→ **What is being asked**
Nothing in the records may be left out or altered; reproduce them all exactly.

━━━━━ Task data ━━━━━

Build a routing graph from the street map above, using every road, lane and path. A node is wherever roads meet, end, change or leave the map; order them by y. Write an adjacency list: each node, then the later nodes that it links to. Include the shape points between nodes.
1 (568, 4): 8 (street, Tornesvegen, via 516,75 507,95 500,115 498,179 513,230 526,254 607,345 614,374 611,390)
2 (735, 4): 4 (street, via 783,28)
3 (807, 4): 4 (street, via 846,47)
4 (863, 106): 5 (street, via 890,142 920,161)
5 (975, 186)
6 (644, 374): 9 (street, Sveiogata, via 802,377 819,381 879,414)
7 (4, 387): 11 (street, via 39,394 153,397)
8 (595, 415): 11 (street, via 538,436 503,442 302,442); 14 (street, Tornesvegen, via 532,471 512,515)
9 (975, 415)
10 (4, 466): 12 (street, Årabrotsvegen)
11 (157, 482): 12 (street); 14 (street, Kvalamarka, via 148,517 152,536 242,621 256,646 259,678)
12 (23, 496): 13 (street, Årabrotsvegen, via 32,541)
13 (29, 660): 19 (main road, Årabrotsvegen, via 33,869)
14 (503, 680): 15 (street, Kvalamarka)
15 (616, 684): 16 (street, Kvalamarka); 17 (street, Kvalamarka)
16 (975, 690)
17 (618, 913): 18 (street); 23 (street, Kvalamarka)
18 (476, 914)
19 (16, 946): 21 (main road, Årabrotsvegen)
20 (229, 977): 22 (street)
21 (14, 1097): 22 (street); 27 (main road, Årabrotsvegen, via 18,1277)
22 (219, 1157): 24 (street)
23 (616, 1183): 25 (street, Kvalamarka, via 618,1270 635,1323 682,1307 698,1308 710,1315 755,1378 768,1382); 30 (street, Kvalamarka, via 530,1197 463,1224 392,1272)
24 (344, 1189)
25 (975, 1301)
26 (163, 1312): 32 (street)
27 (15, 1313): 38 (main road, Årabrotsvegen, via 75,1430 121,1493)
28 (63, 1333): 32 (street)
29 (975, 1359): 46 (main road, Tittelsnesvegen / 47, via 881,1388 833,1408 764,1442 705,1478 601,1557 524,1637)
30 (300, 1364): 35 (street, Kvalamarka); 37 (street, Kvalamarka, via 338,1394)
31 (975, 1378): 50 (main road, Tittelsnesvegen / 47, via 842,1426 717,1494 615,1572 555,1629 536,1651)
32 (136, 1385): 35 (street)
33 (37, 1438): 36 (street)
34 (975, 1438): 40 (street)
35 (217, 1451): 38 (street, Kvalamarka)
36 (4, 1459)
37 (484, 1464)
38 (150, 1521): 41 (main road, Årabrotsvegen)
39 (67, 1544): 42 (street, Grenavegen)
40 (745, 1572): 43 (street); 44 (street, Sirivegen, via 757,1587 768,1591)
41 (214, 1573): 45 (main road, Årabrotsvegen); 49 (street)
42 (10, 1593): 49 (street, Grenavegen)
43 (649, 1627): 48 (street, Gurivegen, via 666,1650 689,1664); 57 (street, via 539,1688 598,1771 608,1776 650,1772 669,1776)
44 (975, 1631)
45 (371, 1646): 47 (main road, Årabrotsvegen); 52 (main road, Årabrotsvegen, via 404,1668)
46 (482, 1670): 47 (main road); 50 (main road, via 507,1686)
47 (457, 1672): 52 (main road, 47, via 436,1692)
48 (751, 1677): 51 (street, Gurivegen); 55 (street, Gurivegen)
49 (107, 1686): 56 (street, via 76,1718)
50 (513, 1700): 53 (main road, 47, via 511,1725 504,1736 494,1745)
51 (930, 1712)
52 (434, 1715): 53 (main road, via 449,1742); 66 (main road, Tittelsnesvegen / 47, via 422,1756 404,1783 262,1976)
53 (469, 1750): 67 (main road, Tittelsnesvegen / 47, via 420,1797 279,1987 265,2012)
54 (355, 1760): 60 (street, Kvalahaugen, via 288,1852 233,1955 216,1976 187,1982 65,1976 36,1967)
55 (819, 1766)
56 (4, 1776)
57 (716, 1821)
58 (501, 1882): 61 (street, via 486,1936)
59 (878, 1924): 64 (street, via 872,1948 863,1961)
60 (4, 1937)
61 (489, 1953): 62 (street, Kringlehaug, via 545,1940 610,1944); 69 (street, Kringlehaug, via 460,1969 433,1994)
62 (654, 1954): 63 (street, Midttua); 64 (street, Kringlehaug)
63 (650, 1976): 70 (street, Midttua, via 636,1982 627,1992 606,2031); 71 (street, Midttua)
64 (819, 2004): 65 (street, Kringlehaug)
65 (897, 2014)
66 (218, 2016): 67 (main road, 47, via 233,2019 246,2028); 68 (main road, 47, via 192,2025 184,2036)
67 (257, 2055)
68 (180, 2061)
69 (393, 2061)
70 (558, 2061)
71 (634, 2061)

━━━━━

→ **Response for this exercise**
Build a routing graph from the street map above, using every road, lane and path. A node is wherever roads meet, end, change or leave the map; order them by y. Write an adjacency list: each node, then the later nodes that it links to. Include the shape points between nodes.
1 (568, 4): 8 (street, Tornesvegen, via 516,75 507,95 500,115 498,179 513,230 526,254 607,345 614,374 611,390)
2 (735, 4): 4 (street, via 783,28)
3 (807, 4): 4 (street, via 846,47)
4 (863, 106): 5 (street, via 890,142 920,161)
5 (975, 186)
6 (644, 374): 9 (street, Sveiogata, via 802,377 819,381 879,414)
7 (4, 387): 11 (street, via 39,394 153,397)
8 (595, 415): 11 (street, via 538,436 503,442 302,442); 14 (street, Tornesvegen, via 532,471 512,515)
9 (975, 415)
10 (4, 466): 12 (street, Årabrotsvegen)
11 (157, 482): 12 (street); 14 (street, Kvalamarka, via 148,517 152,536 242,621 256,646 259,678)
12 (23, 496): 13 (street, Årabrotsvegen, via 32,541)
13 (29, 660): 19 (main road, Årabrotsvegen, via 33,869)
14 (503, 680): 15 (street, Kvalamarka)
15 (616, 684): 16 (street, Kvalamarka); 17 (street, Kvalamarka)
16 (975, 690)
17 (618, 913): 18 (street); 23 (street, Kvalamarka)
18 (476, 914)
19 (16, 946): 21 (main road, Årabrotsvegen)
20 (229, 977): 22 (street)
21 (14, 1097): 22 (street); 27 (main road, Årabrotsvegen, via 18,1277)
22 (219, 1157): 24 (street)
23 (616, 1183): 25 (street, Kvalamarka, via 618,1270 635,1323 682,1307 698,1308 710,1315 755,1378 768,1382); 30 (street, Kvalamarka, via 530,1197 463,1224 392,1272)
24 (344, 1189)
25 (975, 1301)
26 (163, 1312): 32 (street)
27 (15, 1313): 38 (main road, Årabrotsvegen, via 75,1430 121,1493)
28 (63, 1333): 32 (street)
29 (975, 1359): 46 (main road, Tittelsnesvegen / 47, via 881,1388 833,1408 764,1442 705,1478 601,1557 524,1637)
30 (300, 1364): 35 (street, Kvalamarka); 37 (street, Kvalamarka, via 338,1394)
31 (975, 1378): 50 (main road, Tittelsnesvegen / 47, via 842,1426 717,1494 615,1572 555,1629 536,1651)
32 (136, 1385): 35 (street)
33 (37, 1438): 36 (street)
34 (975, 1438): 40 (street)
35 (217, 1451): 38 (street, Kvalamarka)
36 (4, 1459)
37 (484, 1464)
38 (150, 1521): 41 (main road, Årabrotsvegen)
39 (67, 1544): 42 (street, Grenavegen)
40 (745, 1572): 43 (street); 44 (street, Sirivegen, via 757,1587 768,1591)
41 (214, 1573): 45 (main road, Årabrotsvegen); 49 (street)
42 (10, 1593): 49 (street, Grenavegen)
43 (649, 1627): 48 (street, Gurivegen, via 666,1650 689,1664); 57 (street, via 539,1688 598,1771 608,1776 650,1772 669,1776)
44 (975, 1631)
45 (371, 1646): 47 (main road, Årabrotsvegen); 52 (main road, Årabrotsvegen, via 404,1668)
46 (482, 1670): 47 (main road); 50 (main road, via 507,1686)
47 (457, 1672): 52 (main road, 47, via 436,1692)
48 (751, 1677): 51 (street, Gurivegen); 55 (street, Gurivegen)
49 (107, 1686): 56 (street, via 76,1718)
50 (513, 1700): 53 (main road, 47, via 511,1725 504,1736 494,1745)
51 (930, 1712)
52 (434, 1715): 53 (main road, via 449,1742); 66 (main road, Tittelsnesvegen / 47, via 422,1756 404,1783 262,1976)
53 (469, 1750): 67 (main road, Tittelsnesvegen / 47, via 420,1797 279,1987 265,2012)
54 (355, 1760): 60 (street, Kvalahaugen, via 288,1852 233,1955 216,1976 187,1982 65,1976 36,1967)
55 (819, 1766)
56 (4, 1776)
57 (716, 1821)
58 (501, 1882): 61 (street, via 486,1936)
59 (878, 1924): 64 (street, via 872,1948 863,1961)
60 (4, 1937)
61 (489, 1953): 62 (street, Kringlehaug, via 545,1940 610,1944); 69 (street, Kringlehaug, via 460,1969 433,1994)
62 (654, 1954): 63 (street, Midttua); 64 (street, Kringlehaug)
63 (650, 1976): 70 (street, Midttua, via 636,1982 627,1992 606,2031); 71 (street, Midttua)
64 (819, 2004): 65 (street, Kringlehaug)
65 (897, 2014)
66 (218, 2016): 67 (main road, 47, via 233,2019 246,2028); 68 (main road, 47, via 192,2025 184,2036)
67 (257, 2055)
68 (180, 2061)
69 (393, 2061)
70 (558, 2061)
71 (634, 2061)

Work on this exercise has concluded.